PyPI version CircleCI Documentation Status License: GPL v3

[original author]

RankFM is a python implementation of the general Factorization Machines model class adapted for collaborative filtering recommendation/ranking problems with implicit feedback user/item interaction data. It uses Bayesian Personalized Ranking (BPR) and a variant of Weighted Approximate-Rank Pairwise (WARP) loss to learn model weights via Stochastic Gradient Descent (SGD). It can (optionally) incorporate sample weights and user/item auxiliary features to augment the main interaction data.

The core (training, prediction, recommendation) methods are written in Cython, making it possible to scale to millions of user/item interactions. Designed for ease-of-use, RankFM accepts both pd.DataFrame and np.ndarray inputs - you do not have to convert your data to scipy.sparse matrices or re-map user/item identifiers prior to use. RankFM internally maps all user/item identifiers to zero-based integer indexes, but always converts its output back to the original user/item identifiers from your data, which can be arbitrary (non-zero-based, non-consecutive) integers or even strings.

In addition to the familiar fit(), predict(), recommend() methods, RankFM includes additional utilities similiar_users() and similar_items() to find the most similar users/items to a given user/item based on latent factor space embeddings. A number of popular recommendation/ranking evaluation metric functions have been included in the separate evaluation module to streamline model tuning and validation.

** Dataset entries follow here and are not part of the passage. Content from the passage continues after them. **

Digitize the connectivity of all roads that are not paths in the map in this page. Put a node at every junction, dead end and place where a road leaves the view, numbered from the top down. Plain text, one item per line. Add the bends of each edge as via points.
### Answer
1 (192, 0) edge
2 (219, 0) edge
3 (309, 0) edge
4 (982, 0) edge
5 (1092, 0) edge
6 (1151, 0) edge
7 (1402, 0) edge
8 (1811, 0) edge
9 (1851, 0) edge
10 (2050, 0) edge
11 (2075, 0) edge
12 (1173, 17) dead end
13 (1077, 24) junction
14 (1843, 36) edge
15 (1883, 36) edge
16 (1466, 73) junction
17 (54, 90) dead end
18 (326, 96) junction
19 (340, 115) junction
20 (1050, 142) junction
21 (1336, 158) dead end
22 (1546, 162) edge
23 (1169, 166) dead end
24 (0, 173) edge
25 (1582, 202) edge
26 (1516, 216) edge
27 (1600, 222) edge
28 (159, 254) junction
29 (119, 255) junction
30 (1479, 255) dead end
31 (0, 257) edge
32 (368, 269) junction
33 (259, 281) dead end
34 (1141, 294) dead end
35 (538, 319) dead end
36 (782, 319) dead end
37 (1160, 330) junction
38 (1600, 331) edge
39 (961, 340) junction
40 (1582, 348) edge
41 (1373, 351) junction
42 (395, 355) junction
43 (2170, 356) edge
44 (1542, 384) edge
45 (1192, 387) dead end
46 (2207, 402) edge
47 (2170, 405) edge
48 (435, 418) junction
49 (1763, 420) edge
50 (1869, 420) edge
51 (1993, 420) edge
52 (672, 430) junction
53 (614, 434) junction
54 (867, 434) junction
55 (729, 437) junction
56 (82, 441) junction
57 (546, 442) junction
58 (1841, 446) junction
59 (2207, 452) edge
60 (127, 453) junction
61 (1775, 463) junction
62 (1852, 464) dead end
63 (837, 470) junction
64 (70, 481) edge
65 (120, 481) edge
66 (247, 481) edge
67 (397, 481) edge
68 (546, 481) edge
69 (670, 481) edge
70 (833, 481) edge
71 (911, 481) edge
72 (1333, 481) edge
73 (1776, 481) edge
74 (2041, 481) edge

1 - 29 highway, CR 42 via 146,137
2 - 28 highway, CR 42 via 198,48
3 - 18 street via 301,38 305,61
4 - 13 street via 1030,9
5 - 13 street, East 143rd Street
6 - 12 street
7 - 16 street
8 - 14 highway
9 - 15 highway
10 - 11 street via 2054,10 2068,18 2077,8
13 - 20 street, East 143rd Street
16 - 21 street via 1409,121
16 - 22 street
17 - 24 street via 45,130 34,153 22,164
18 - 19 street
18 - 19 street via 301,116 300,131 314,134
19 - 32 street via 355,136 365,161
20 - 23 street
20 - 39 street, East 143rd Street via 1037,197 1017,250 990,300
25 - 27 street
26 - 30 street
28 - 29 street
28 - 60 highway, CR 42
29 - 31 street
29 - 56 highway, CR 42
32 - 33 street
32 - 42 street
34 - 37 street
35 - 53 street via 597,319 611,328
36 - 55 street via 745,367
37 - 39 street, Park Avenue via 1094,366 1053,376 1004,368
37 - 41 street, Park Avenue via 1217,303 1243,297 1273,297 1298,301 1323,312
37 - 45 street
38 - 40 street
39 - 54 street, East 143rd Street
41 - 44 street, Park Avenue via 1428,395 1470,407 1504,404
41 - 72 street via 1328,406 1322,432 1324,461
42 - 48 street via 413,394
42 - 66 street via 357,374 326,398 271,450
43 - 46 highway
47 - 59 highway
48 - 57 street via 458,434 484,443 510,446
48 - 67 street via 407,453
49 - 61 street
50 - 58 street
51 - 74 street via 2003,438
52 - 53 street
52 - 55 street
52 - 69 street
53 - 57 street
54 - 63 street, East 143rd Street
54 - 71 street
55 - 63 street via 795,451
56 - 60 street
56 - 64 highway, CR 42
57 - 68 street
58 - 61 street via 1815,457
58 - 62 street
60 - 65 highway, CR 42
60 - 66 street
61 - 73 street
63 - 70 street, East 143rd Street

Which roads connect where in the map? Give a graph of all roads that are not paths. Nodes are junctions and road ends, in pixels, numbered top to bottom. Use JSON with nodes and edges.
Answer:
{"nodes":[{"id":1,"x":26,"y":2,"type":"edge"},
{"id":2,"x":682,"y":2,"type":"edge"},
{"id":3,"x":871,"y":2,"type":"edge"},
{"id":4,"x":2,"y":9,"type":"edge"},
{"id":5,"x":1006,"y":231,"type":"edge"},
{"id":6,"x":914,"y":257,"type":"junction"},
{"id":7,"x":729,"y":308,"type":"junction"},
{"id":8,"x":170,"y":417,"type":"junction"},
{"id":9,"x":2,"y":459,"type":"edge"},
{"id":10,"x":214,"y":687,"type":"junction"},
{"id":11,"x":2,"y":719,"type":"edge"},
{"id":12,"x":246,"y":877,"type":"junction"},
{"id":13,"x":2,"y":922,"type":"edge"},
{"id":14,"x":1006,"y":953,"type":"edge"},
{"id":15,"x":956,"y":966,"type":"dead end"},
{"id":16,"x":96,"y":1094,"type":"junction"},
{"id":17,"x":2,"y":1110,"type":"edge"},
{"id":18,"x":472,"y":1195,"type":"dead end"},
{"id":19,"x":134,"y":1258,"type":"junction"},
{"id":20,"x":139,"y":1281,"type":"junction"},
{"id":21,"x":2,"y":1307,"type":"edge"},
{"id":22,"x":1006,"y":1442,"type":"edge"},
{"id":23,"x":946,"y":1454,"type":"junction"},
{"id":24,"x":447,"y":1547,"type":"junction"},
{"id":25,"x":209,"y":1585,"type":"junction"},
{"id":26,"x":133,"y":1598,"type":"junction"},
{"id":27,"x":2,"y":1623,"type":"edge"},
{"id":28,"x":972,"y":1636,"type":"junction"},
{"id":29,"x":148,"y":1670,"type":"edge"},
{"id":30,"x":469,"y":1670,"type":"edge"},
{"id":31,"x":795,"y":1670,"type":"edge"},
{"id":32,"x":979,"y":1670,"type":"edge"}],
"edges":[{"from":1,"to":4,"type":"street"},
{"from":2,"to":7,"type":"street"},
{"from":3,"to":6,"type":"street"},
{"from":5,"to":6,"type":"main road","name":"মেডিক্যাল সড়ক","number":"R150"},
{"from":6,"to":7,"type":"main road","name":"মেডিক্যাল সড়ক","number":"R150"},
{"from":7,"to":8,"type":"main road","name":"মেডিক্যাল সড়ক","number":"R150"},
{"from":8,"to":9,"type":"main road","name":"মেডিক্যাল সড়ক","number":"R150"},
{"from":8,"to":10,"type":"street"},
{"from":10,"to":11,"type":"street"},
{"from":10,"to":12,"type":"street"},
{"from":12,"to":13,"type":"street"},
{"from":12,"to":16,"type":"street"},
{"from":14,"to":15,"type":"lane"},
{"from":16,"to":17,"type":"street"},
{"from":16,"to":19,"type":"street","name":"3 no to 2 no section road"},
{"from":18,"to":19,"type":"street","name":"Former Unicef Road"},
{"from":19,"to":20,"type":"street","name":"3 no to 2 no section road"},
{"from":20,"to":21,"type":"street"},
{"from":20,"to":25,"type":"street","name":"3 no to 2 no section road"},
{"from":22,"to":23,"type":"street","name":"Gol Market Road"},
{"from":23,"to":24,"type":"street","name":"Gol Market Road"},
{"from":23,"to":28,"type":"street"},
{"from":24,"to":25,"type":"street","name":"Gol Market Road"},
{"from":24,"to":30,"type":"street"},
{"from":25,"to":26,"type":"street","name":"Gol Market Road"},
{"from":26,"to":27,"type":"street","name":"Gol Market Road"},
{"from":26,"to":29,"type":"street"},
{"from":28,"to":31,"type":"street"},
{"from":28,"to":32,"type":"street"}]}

  • see the Quickstart section below to get started with the basic functionality
  • see the /examples folder for more in-depth jupyter notebook walkthroughs with several popular open-source data sets
  • see the Online Documentation for more comprehensive documentation on the main model class and separate evaluation module
  • see the Medium Article for contextual motivation and a detailed mathematical description of the algorithm

Dependencies

  • Python 3.6+
  • numpy >= 1.15
  • pandas >= 0.24

Installation

Prerequisites

To install RankFM's C extensions you will need the GNU Compiler Collection (GCC). Check to see whether you already have it installed:

gcc --version

If you don't have it already you can easily install it using Homebrew on OSX or your default linux package manager:

# OSX
brew install gcc

# linux
sudo yum install gcc

# ensure [gcc] has been installed correctly and is on the system PATH
gcc --version

Package Installation

You can install the latest published version from PyPI using pip:

pip install rankfmc

Or alternatively install the current development build directly from GitHub:

pip install git+https://github.com/etlundquist/rankfm.git#egg=rankfm

It's highly recommended that you use an Anaconda base environment to ensure that all core numpy C extensions and linear algebra libraries have been installed and configured correctly. Anaconda: it just works.

Quickstart

Let's work through a simple example of fitting a model, generating recommendations, evaluating performance, and assessing some item-item similarities. The data we'll be using here may already be somewhat familiar: you know it, you love it, it's the MovieLens 1M!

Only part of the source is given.